Bacteria affect oral health, but few studies have systematically examined the role of bacterial communities in oral diseases. We examined this relationship in a large population-based Chinese cancer screening cohort.
Human Oral Microbe Identification Microarrays were used to test for the presence of 272 human oral bacterial species (97 genera) in upper digestive tract (UDT) samples collected from 659 participants. Oral health was assessed using US NHANES (National Health and Nutrition Examination Survey) protocols. We assessed both dental health (total teeth missing; tooth decay; and the decayed, missing, and filled teeth (DMFT) score) and periodontal health (bleeding on probing (BoP) extent score, loss of attachment extent score, and a periodontitis summary estimate).

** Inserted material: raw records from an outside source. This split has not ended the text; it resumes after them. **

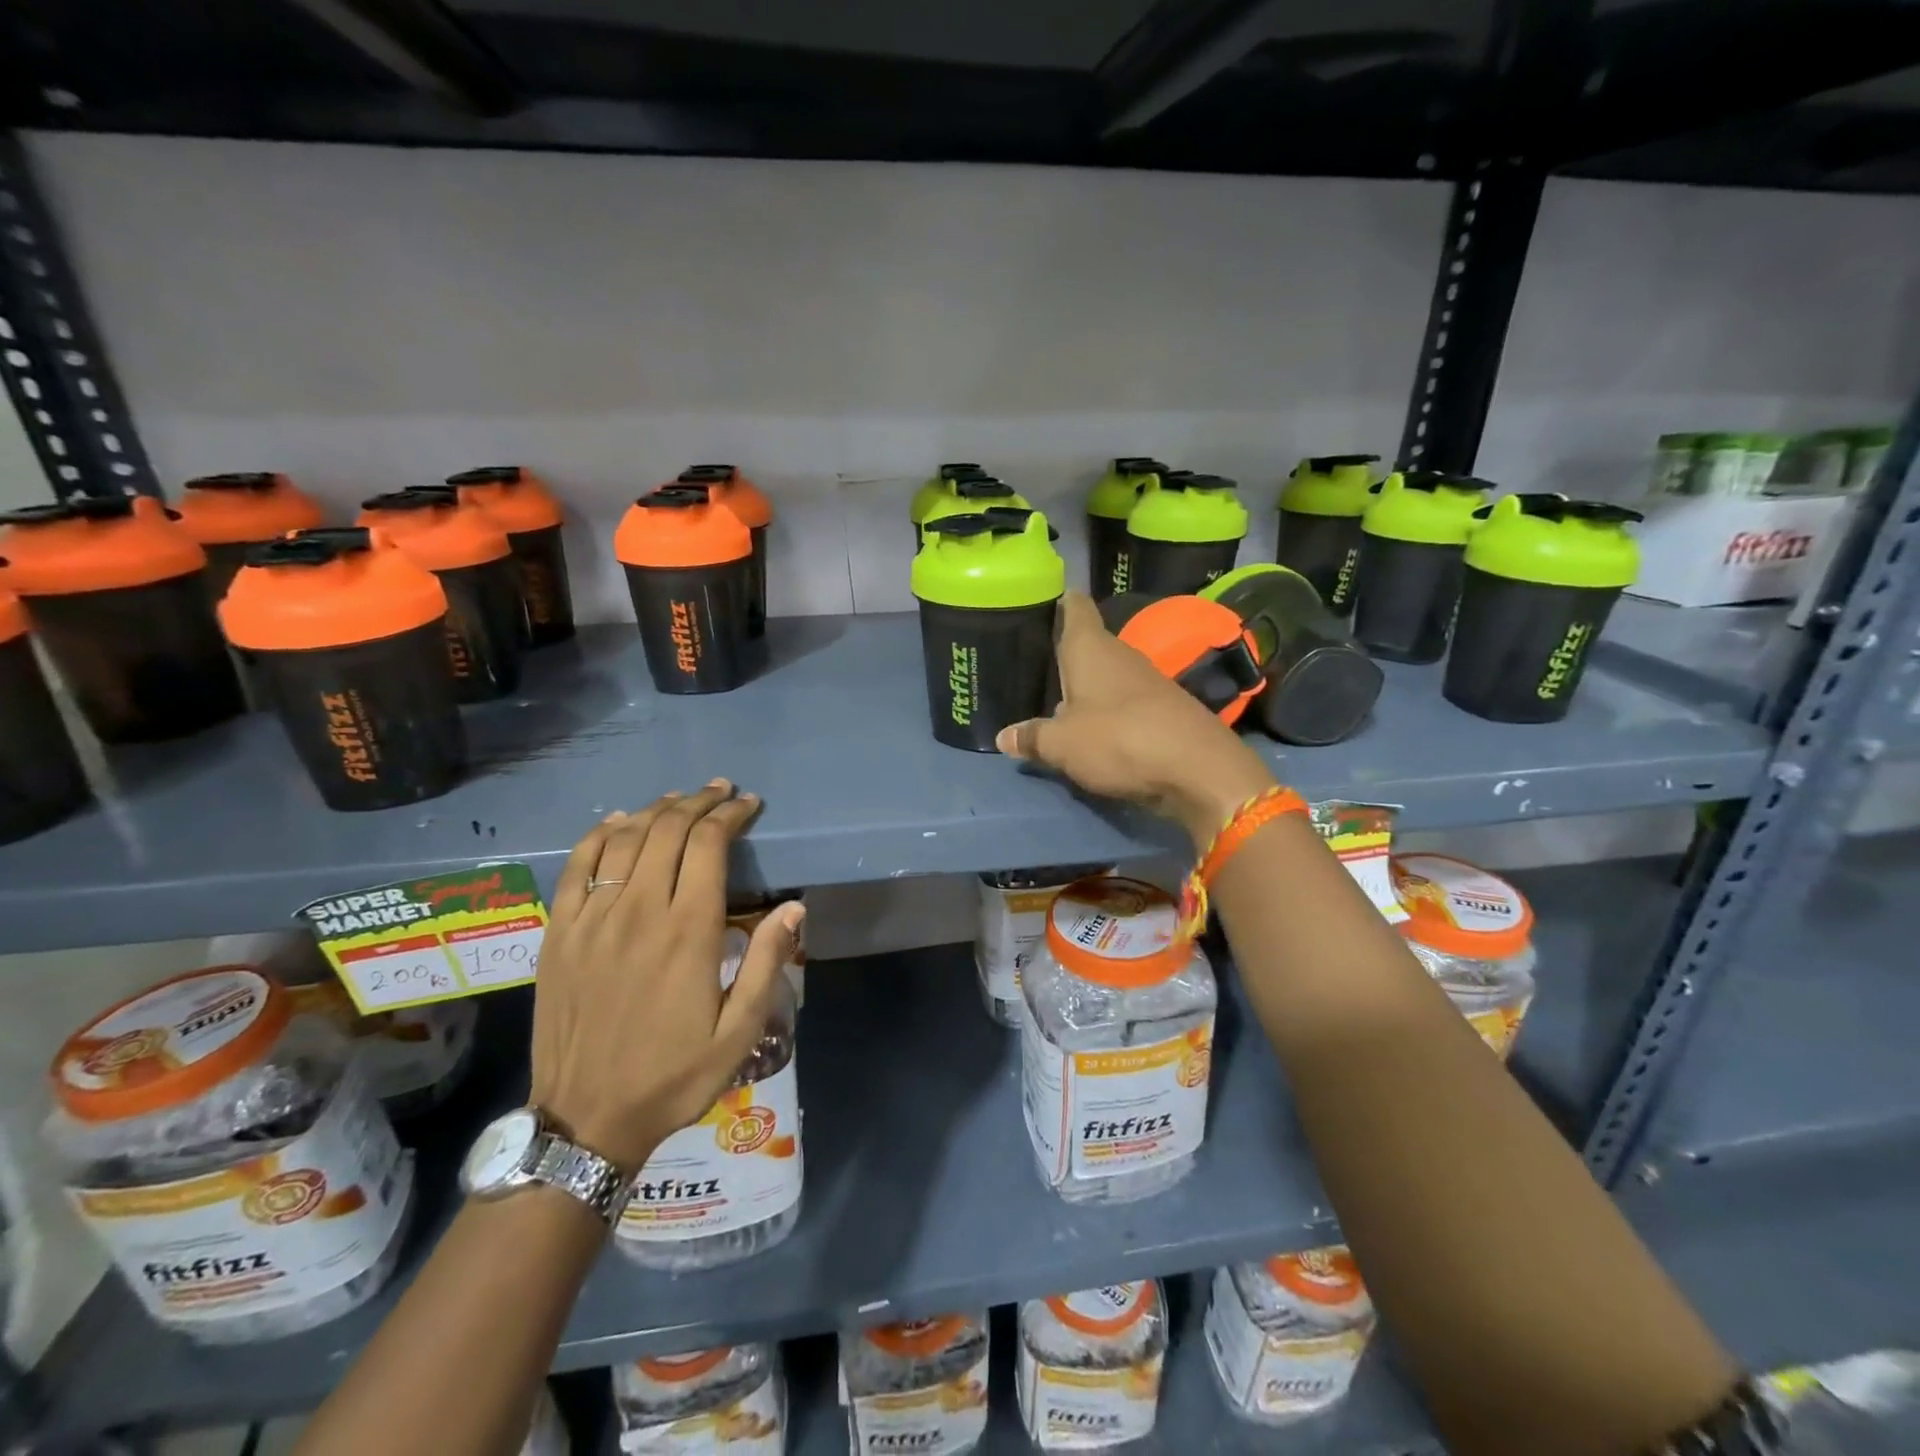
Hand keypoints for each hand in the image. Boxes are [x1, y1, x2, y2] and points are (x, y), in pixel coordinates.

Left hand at [528, 781, 803, 1175]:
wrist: (586, 1119)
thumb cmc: (674, 1075)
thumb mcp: (738, 1032)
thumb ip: (765, 963)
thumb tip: (792, 907)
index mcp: (687, 931)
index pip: (708, 845)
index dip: (730, 815)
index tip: (748, 804)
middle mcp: (637, 911)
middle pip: (667, 830)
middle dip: (698, 802)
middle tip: (721, 792)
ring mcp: (591, 920)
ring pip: (624, 839)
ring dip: (655, 810)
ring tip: (679, 799)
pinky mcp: (559, 934)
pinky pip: (576, 866)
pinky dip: (599, 834)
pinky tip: (618, 822)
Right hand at [996, 591, 1276, 845]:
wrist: (1197, 768)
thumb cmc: (1118, 740)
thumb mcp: (1062, 745)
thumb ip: (1032, 737)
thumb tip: (1004, 736)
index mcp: (1091, 648)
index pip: (1076, 607)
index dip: (1060, 601)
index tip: (1042, 603)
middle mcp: (1120, 655)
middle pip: (1089, 643)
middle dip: (1065, 653)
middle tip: (1033, 663)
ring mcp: (1146, 681)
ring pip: (1107, 674)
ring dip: (1087, 686)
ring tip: (1055, 698)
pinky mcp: (1164, 708)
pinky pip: (1124, 701)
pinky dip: (1108, 710)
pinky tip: (1093, 727)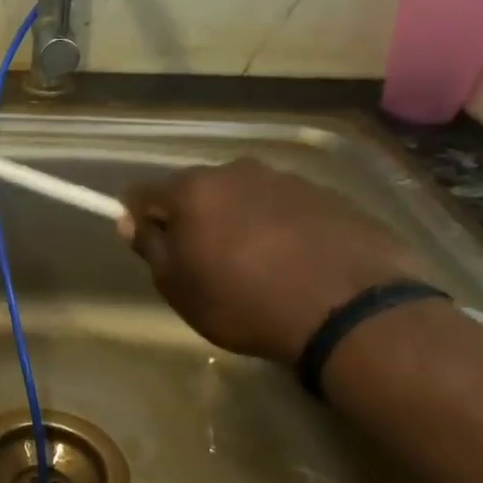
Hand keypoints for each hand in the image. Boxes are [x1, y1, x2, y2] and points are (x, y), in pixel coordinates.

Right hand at [120, 159, 425, 365]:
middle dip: (192, 217)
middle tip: (203, 261)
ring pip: (244, 196)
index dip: (138, 217)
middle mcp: (238, 171)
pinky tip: (293, 263)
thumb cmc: (244, 302)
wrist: (349, 310)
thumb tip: (132, 222)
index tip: (148, 245)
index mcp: (193, 190)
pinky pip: (286, 209)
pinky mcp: (331, 197)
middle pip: (198, 190)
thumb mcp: (179, 287)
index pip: (143, 192)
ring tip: (255, 265)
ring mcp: (288, 180)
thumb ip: (150, 248)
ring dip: (238, 221)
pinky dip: (279, 228)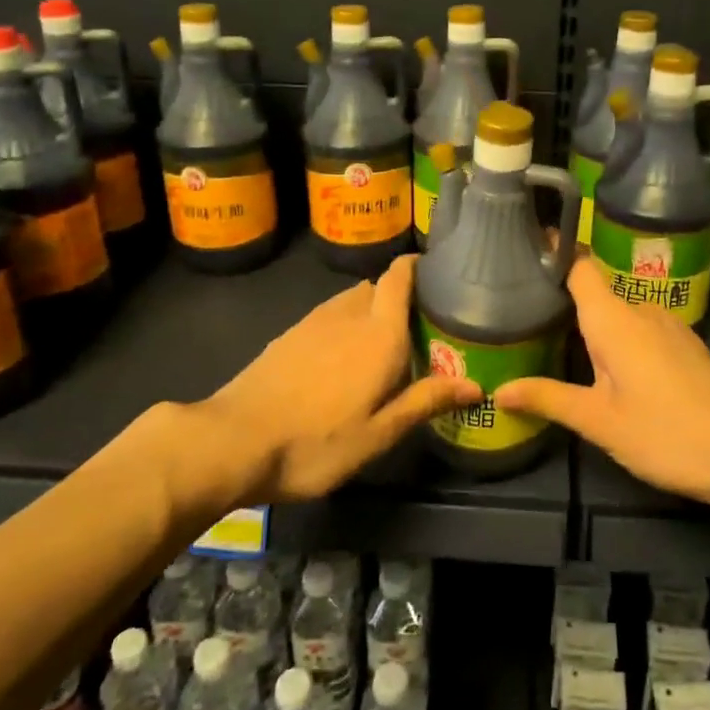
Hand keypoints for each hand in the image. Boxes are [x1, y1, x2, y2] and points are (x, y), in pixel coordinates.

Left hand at [185, 254, 478, 504]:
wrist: (234, 440)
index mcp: (379, 334)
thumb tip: (475, 384)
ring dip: (370, 310)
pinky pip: (328, 315)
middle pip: (378, 287)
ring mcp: (313, 321)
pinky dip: (344, 324)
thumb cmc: (316, 442)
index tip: (438, 275)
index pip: (400, 277)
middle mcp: (349, 315)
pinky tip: (340, 359)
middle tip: (419, 327)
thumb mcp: (378, 434)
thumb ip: (425, 402)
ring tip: (381, 343)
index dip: (418, 267)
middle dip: (399, 297)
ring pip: (351, 300)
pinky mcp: (288, 335)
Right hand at [495, 258, 709, 511]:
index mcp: (615, 319)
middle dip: (566, 303)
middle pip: (597, 292)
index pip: (579, 266)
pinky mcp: (687, 345)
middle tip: (527, 317)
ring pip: (621, 314)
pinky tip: (612, 369)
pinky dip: (621, 339)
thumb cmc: (666, 434)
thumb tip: (500, 390)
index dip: (554, 253)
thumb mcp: (600, 422)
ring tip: (561, 344)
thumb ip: (549, 398)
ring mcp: (670, 326)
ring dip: (596, 326)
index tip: (525, 249)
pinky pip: (642, 328)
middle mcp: (642, 310)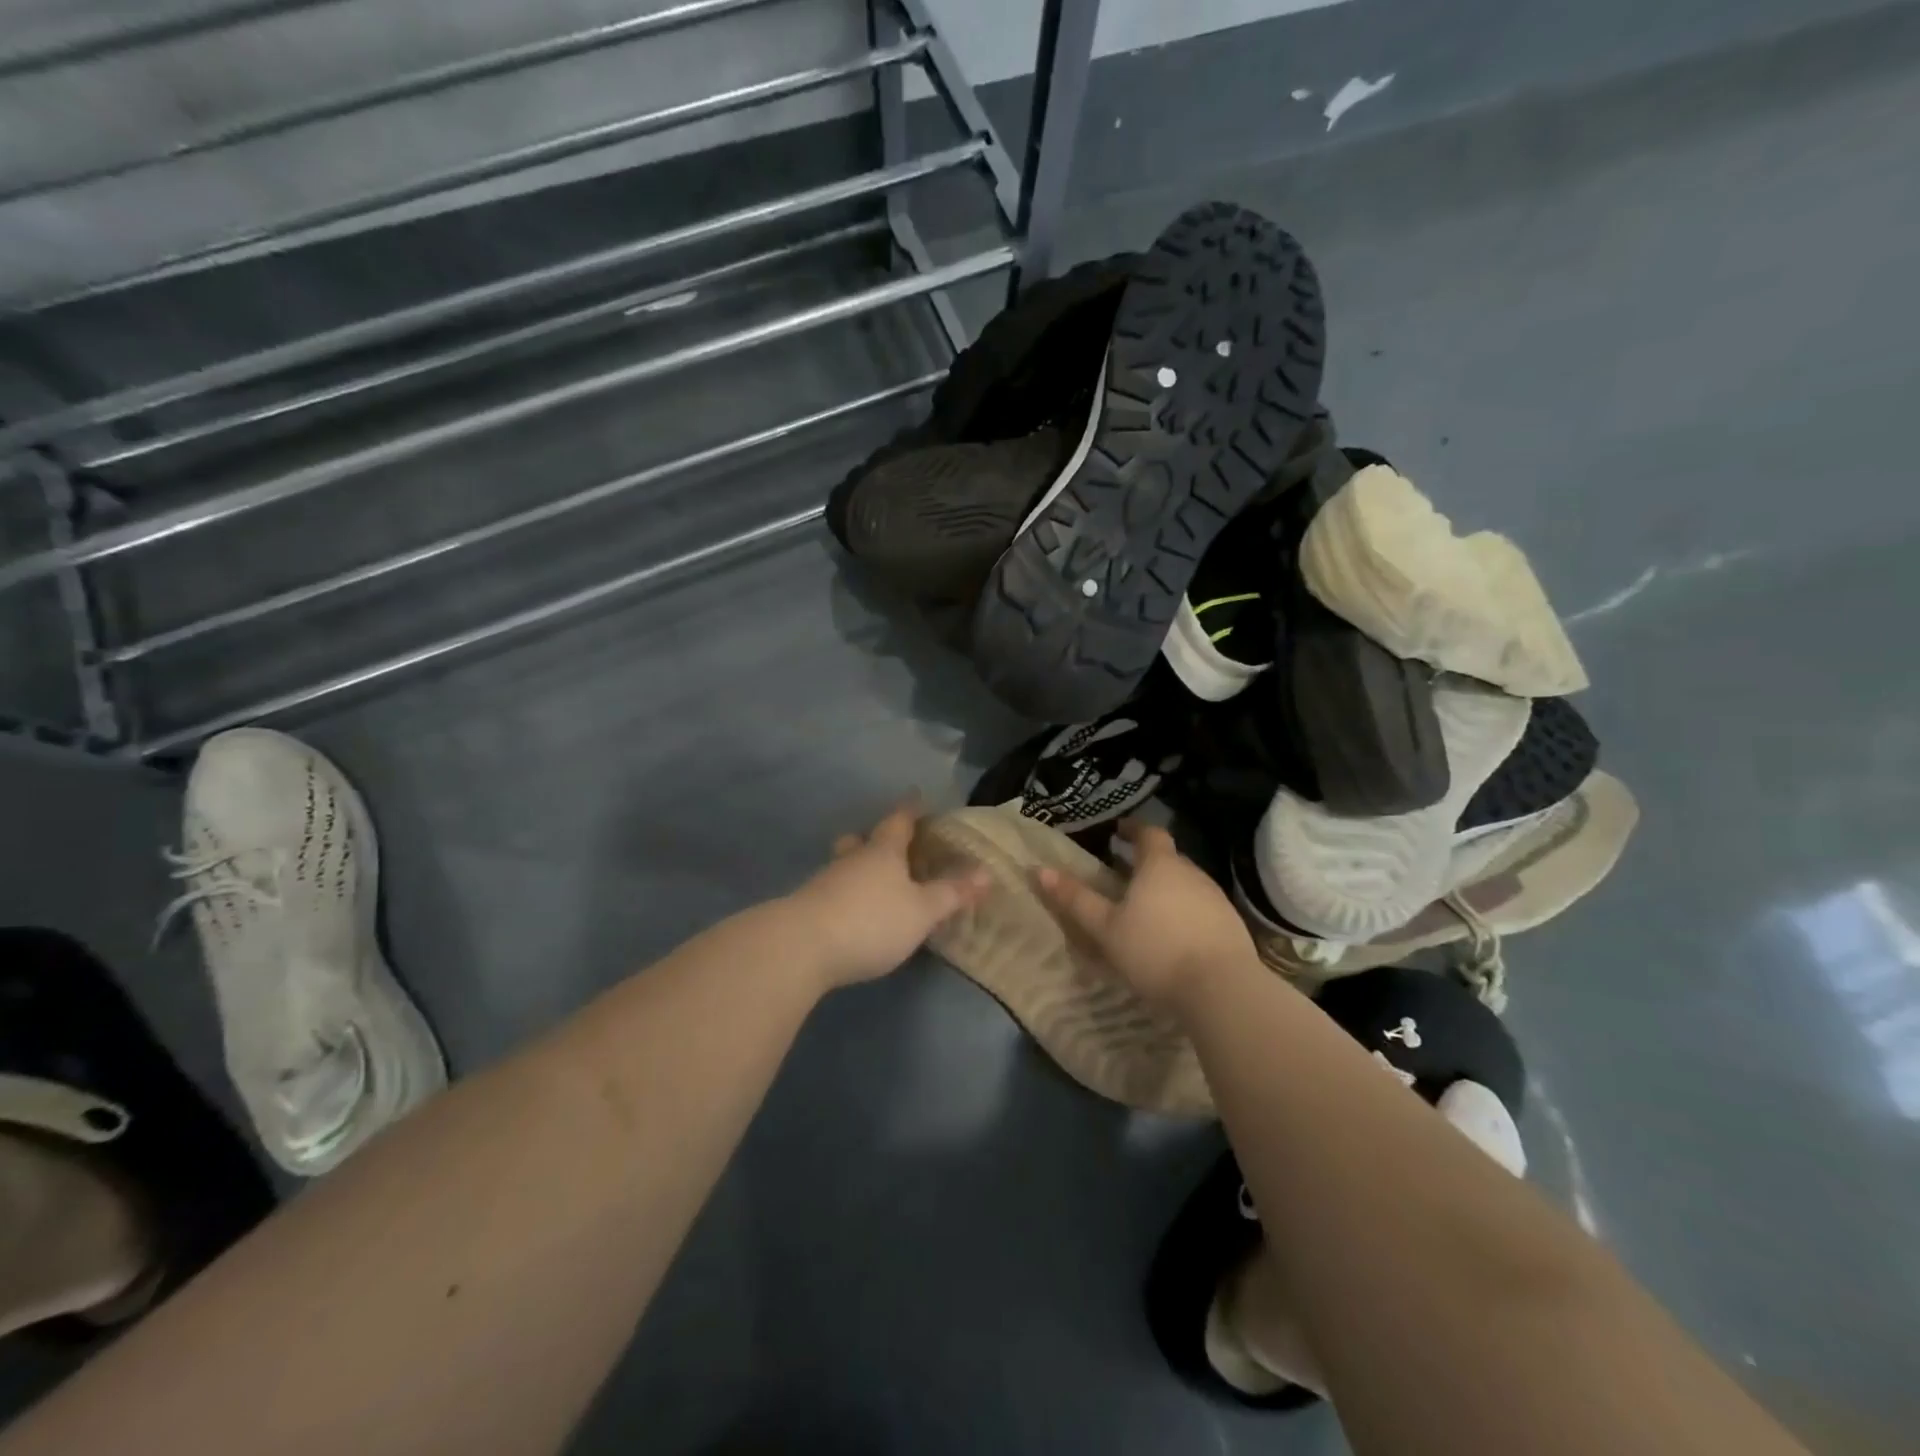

Microbial richness, estimated by number of genera per sample, was positively correlated with BoP score (P = 0.015), but negatively correlated with tooth decay and DMFT score (P = 0.008 and 0.022 respectively). Regarding β-diversity, as estimated by the UniFrac distance matrix for pairwise differences among samples, at least one of the first three principal components of the UniFrac distance matrix was correlated with the number of missing teeth, tooth decay, DMFT, BoP, or periodontitis. Of the examined genera, Parvimonas was positively associated with BoP and periodontitis. Veillonellacease [G-1] was associated with a high DMFT score, and Filifactor and Peptostreptococcus were associated with a low DMFT score.
Our results suggest distinct relationships between UDT microbiota and dental and periodontal health. Poor dental health was associated with a less microbial diversity, whereas poor periodontal health was associated with more diversity and the presence of potentially pathogenic species.